Artefect collectors and Neonazis can sell, and buy, ground-dug WW2 artefacts from Central and Eastern Europe in many venues today (Fot. Kamil Kudyba / AGENCJA GAZETA) |
Metal detectorist "Deep Digger Dan" threatened to close this blog if I did not censor one of my posts where I discussed something he videoed himself doing. I believe I have a right to express my opinion about the way people like him treat the heritage - he seems to think I do not. But then if he tried to block my blog, he will have found out by now that Google also stands for free speech. Now, Mr Holdsworth, you are still at liberty to answer the points I made. Let's add another two.
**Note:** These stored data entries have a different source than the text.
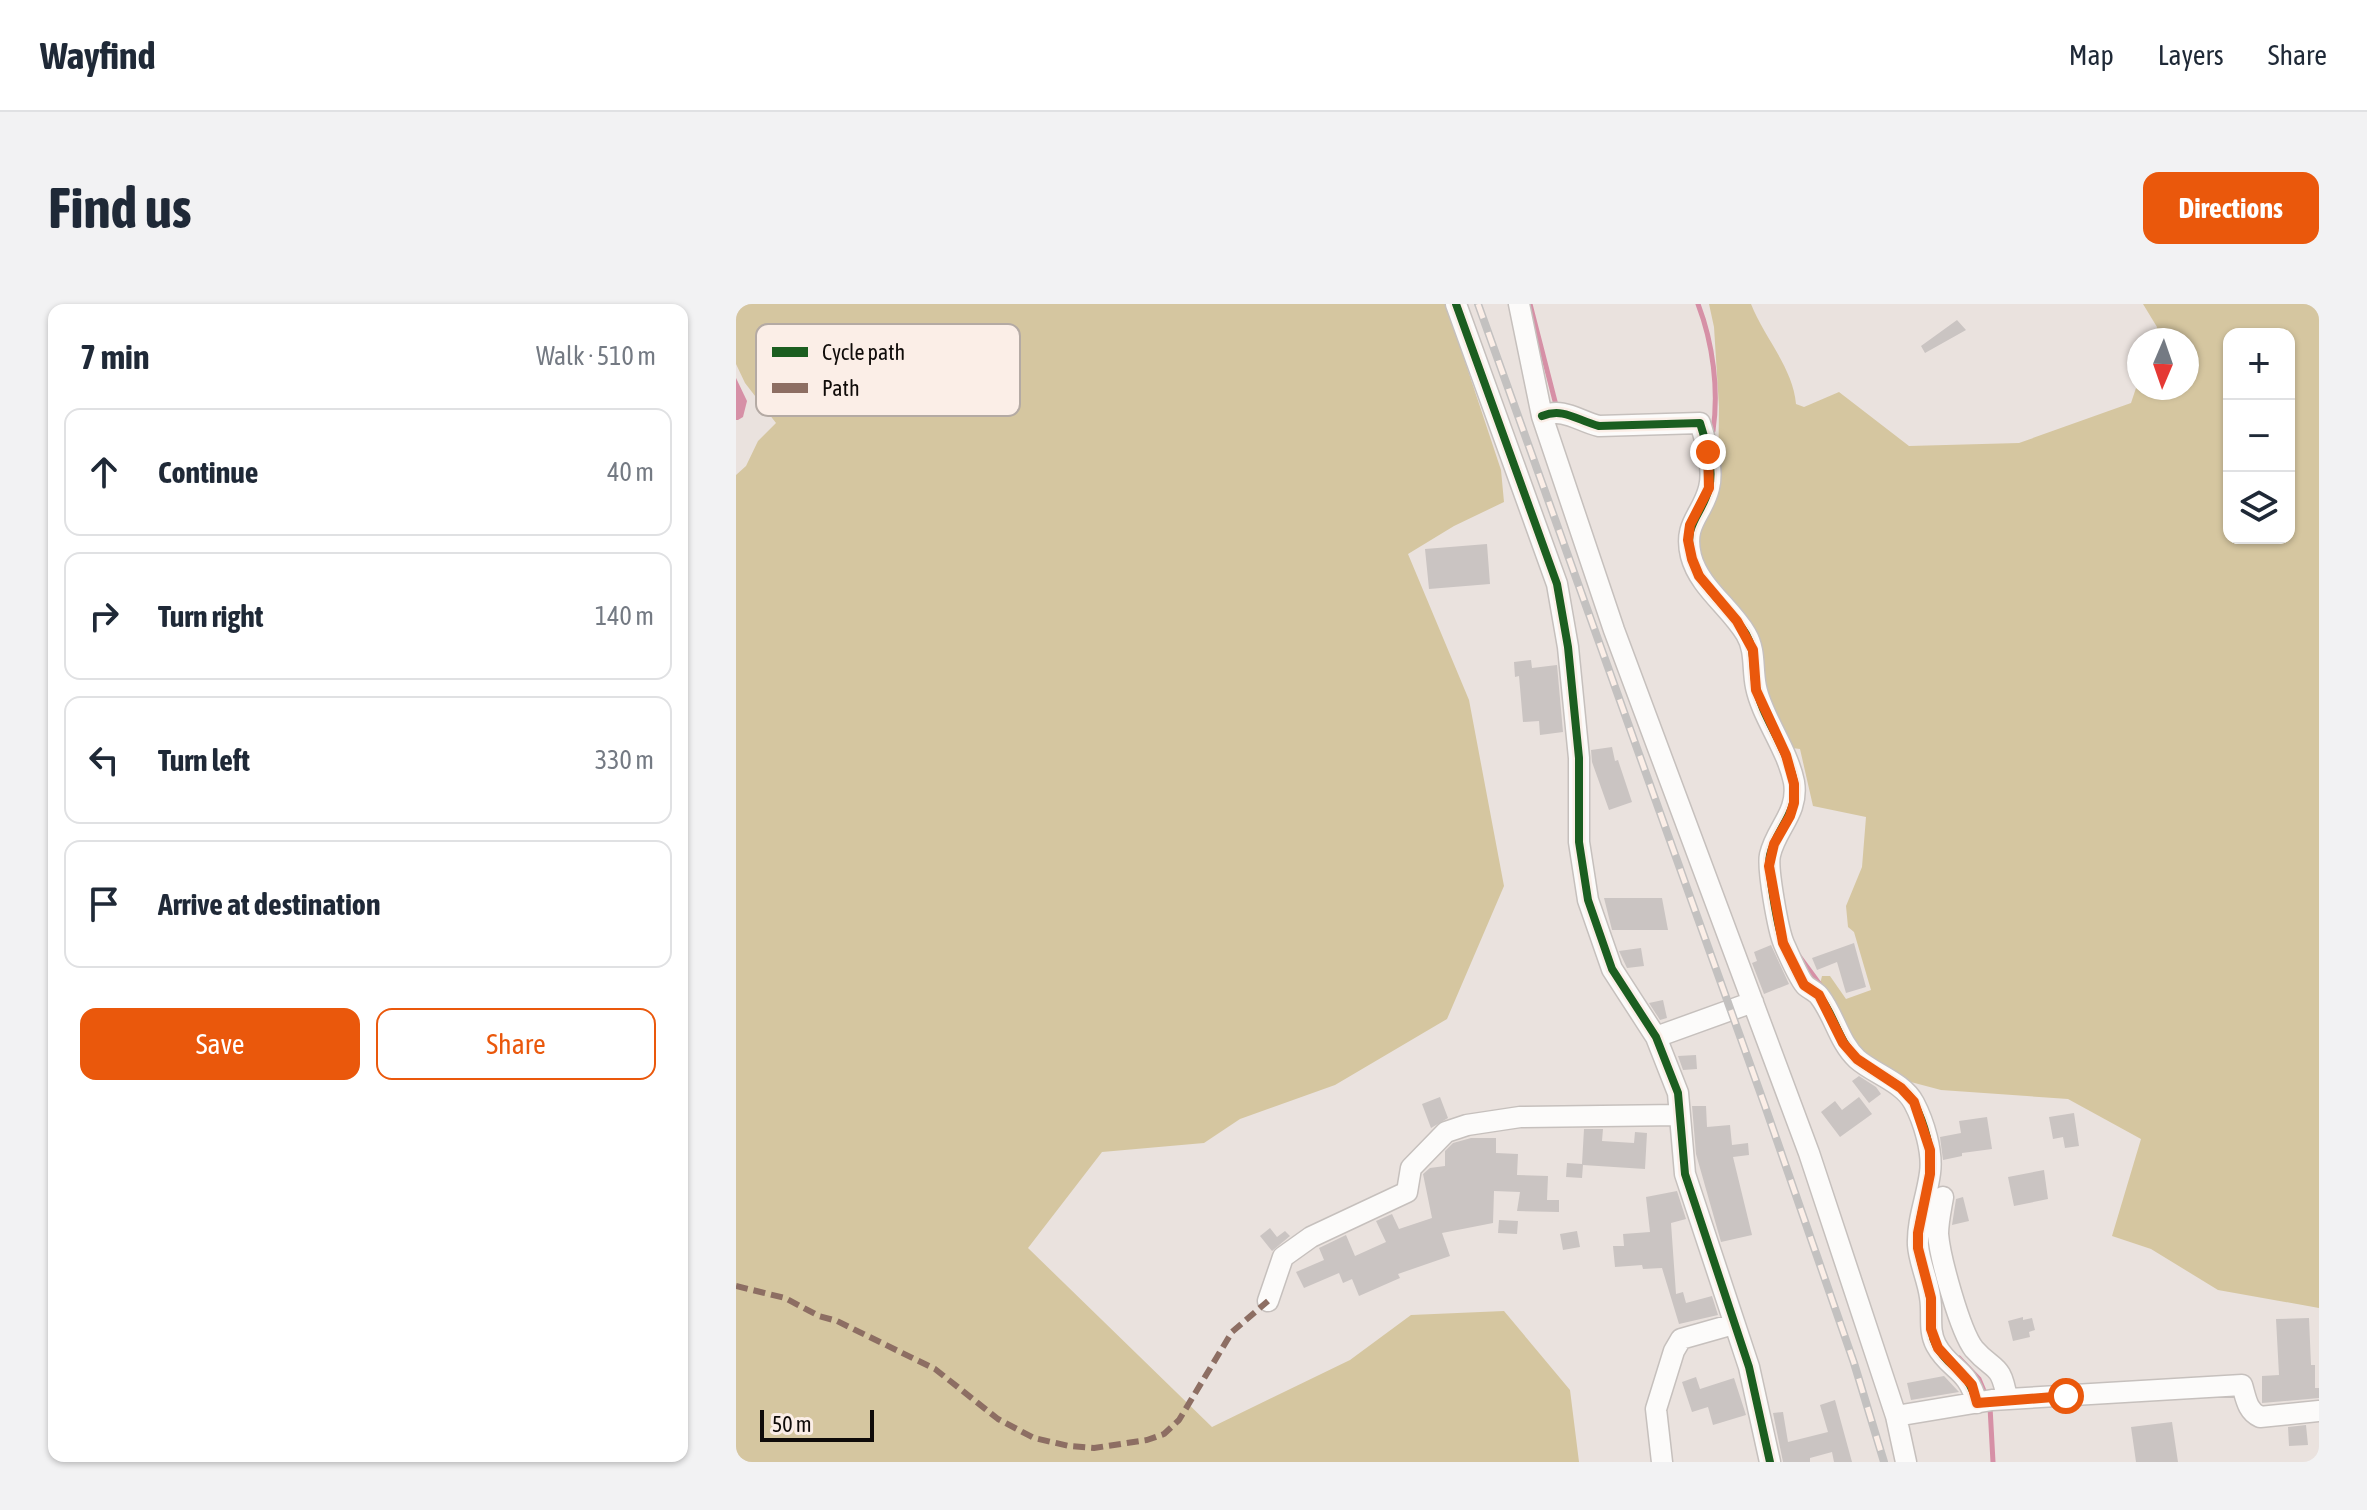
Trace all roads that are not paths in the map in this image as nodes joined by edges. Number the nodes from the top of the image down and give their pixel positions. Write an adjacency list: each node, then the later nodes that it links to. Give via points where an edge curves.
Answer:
1 (1456, 304): 5 (street, via 1557,584 1579,758 1579,842 1588,900 1612,969)
2 (1519, 304): 3 (street, via 1530,368)
3 (1552, 413): 4 (street, via 1614,630); 10 (street, via 1599,426 1700,423 1709,488 1690,525 1692,559 1753,650 1756,690 1794,784 1794,803 1769,866 1783,943 1804,985 1819,995 1843,1043 1914,1102 1930,1150 1918,1248 1931,1298 1931,1329 1938,1348)
4 (1753, 1002): 5 (street); 12 (street)
5 (1656, 1037): 6 (street, via 1678,1093)
6 (1679, 1115): 8 (street, via 1520,1117 1446,1132 1411,1168 1407,1192 1311,1237 1283,1257); 9 (street, via 1685,1174)
7 (1943, 1197): 10 (street, via 1938,1231 1958,1311 1975,1350 1996,1367 2004,1382)
8 (1268, 1301)
9 (1734, 1324): 13 (street, via 1681,1339 1674,1351 1656,1409); 14 (street)
10 (1990, 1401): 11 (street, via 2242,1385 2248,1407 2260,1417); 12 (street)
11 (2319, 1411)
12 (1896, 1416): 15 (street)
13 (1662, 1462)
14 (1770, 1462)
15 (1906, 1462)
A while ago, when somebody (else) criticised your 'humorous' antics with a grenade - pointing out that it could encourage kids to copy you with tragic results, instead of reflecting and admitting that it was indeed a rather foolish thing to do in a film of this type, and taking the opportunity to clarify to any kids or retard grown-ups that might be watching that this is NOT what they should do (the CBA/PAS code of practice says what to do) you simply say you were not going to make any more metal detecting videos (# 74: 'My Metal Detector Finds A WW2 Machine Gun!!!!!' also here, here and here). To the delight of your many fans and competition-doers, your announcement turned out to be empty words and you were soon back - and did the same trick again, and in the latest one now its 'landmine' hefting. As a commentator noted, Deep Digger Dan is "just what we need to get kids off the computer and into history and detecting is a sure fun way to get them some fresh air", or get their heads blow off if they dig up stuff and treat it like toys as Deep Digger Dan does. Bird watching and bike riding are also good ways for kids to "get them some fresh air" and does not involve contact with the Nazis or their hardware.
Coming back to film number 74, as somebody who's worked on soils precisely like the forests on the east side of Berlin (that's where you were isn't it?) I am a bit puzzled by the colour and texture of the iron objects you show and say you have 'just found'. They are remarkably clean and free of loose sand. Not at all what I'd expect to see on an object freshly taken that day from such a soil.
That 'pepeshka' submachine gun you say you'd "just found"... I cannot help but puzzle over why, if you'd just dug that up, it is in that state. Particularly puzzling is the bit at the end.
I am not talking about the cringeworthy segment when you say holding it makes you feel like "the terminator" and pose with it shouting 'bang bang bang' like a overgrown kid and that, whatever the law says about that, you will parade around the streets of Berlin carrying it.
The bit that puzzles me as somebody who's excavated quite a lot of iron objects in his time is the part of the film when - as you shoulder it to pose more with your trophy - a stream of totally dry sand flows out of the innards. Why is there bone-dry sand in a gun supposedly freshly dug from damp forest soil?
Tell us about "finding" that Mr Holdsworth, where did you "find" it? Perhaps you can show us photos of you finding and digging up such an interesting object - quite rare I would think on the battlefields right outside a major European capital after seventy years of artefact and war souvenir hunters combing the region. In Poland the productive sites were emptied of such objects decades ago to supply the collectors' market. Show us your records of finding those other things too, you know - from the signal to actually digging them out of the ground. Show us how it's done.
1 comment:
I see your blog is still up, I guess he was just making idle threats as always.